Saved data entries:
━━━━━━━━

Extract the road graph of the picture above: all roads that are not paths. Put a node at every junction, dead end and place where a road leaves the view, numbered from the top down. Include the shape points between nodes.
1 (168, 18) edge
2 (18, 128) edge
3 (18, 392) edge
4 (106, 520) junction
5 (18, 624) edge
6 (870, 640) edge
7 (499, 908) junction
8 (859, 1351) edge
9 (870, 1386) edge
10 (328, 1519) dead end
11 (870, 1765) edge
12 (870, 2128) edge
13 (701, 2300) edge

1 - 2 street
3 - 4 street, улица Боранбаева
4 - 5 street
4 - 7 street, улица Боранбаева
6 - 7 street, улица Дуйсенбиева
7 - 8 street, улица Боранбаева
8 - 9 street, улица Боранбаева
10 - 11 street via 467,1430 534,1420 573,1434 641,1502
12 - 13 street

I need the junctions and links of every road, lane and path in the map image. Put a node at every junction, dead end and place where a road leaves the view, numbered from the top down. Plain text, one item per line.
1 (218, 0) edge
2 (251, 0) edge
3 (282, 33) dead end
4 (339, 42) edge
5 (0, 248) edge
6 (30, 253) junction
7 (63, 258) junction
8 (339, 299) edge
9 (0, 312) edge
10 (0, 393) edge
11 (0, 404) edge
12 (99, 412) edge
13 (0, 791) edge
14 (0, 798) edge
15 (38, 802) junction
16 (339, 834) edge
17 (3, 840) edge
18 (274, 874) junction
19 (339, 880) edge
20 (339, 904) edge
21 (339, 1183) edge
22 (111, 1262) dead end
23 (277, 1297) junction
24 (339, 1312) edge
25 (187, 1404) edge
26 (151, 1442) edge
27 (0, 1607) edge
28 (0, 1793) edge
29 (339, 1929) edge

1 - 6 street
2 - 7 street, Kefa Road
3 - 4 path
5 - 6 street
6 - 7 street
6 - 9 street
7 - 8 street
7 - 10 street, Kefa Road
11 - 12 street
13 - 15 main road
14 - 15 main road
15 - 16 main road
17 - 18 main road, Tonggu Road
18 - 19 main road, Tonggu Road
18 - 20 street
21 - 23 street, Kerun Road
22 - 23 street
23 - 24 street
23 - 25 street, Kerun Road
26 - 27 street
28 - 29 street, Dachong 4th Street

━━━━━━━━

### [Task]
Repeat all of the data exactly.

### [Exercise response]
Extract the road graph of the picture above: all roads that are not paths. Put a node at every junction, dead end and place where a road leaves the view, numbered from the top down. Include the shape points between nodes.
1 (168, 18) edge
2 (18, 128) edge
3 (18, 392) edge
4 (106, 520) junction
5 (18, 624) edge
6 (870, 640) edge
7 (499, 908) junction
8 (859, 1351) edge
9 (870, 1386) edge
10 (328, 1519) dead end
11 (870, 1765) edge
12 (870, 2128) edge
13 (701, 2300) edge

1 - 2 street
3 - 4 street, улица Боранбаева
4 - 5 street
4 - 7 street, улица Боранбаева
6 - 7 street, улица Дуйсенбиева
7 - 8 street, улица Боранбаева
8 - 9 street, улица Боранбаева
10 - 11 street via 467,1430 534,1420 573,1434 641,1502
12 - 13 street

I need the junctions and links of every road, lane and path in the map image. Put a node at every junction, dead end and place where a road leaves the view, numbered from the top down. Plain text, one item per line.
1 (218, 0) edge
2 (251, 0) edge
3 (282, 33) dead end
4 (339, 42) edge
5 (0, 248) edge
6 (30, 253) junction
7 (63, 258) junction
8 (339, 299) edge
9 (0, 312) edge
10 (0, 393) edge
11 (0, 404) edge
12 (99, 412) edge
13 (0, 791) edge
14 (0, 798) edge
15 (38, 802) junction
16 (339, 834) edge
17 (3, 840) edge
18 (274, 874) junction
19 (339, 880) edge
20 (339, 904) edge
21 (339, 1183) edge
22 (111, 1262) dead end
23 (277, 1297) junction
24 (339, 1312) edge
25 (187, 1404) edge
26 (151, 1442) edge
27 (0, 1607) edge
28 (0, 1793) edge
29 (339, 1929) edge

1 - 6 street
2 - 7 street, Kefa Road
3 - 4 path
5 - 6 street
6 - 7 street
6 - 9 street
7 - 8 street
7 - 10 street, Kefa Road
11 - 12 street
13 - 15 main road
14 - 15 main road
15 - 16 main road
17 - 18 main road, Tonggu Road
18 - 19 main road, Tonggu Road
18 - 20 street
21 - 23 street, Kerun Road
22 - 23 street
23 - 24 street
23 - 25 street, Kerun Road
26 - 27 street
28 - 29 street, Dachong 4th Street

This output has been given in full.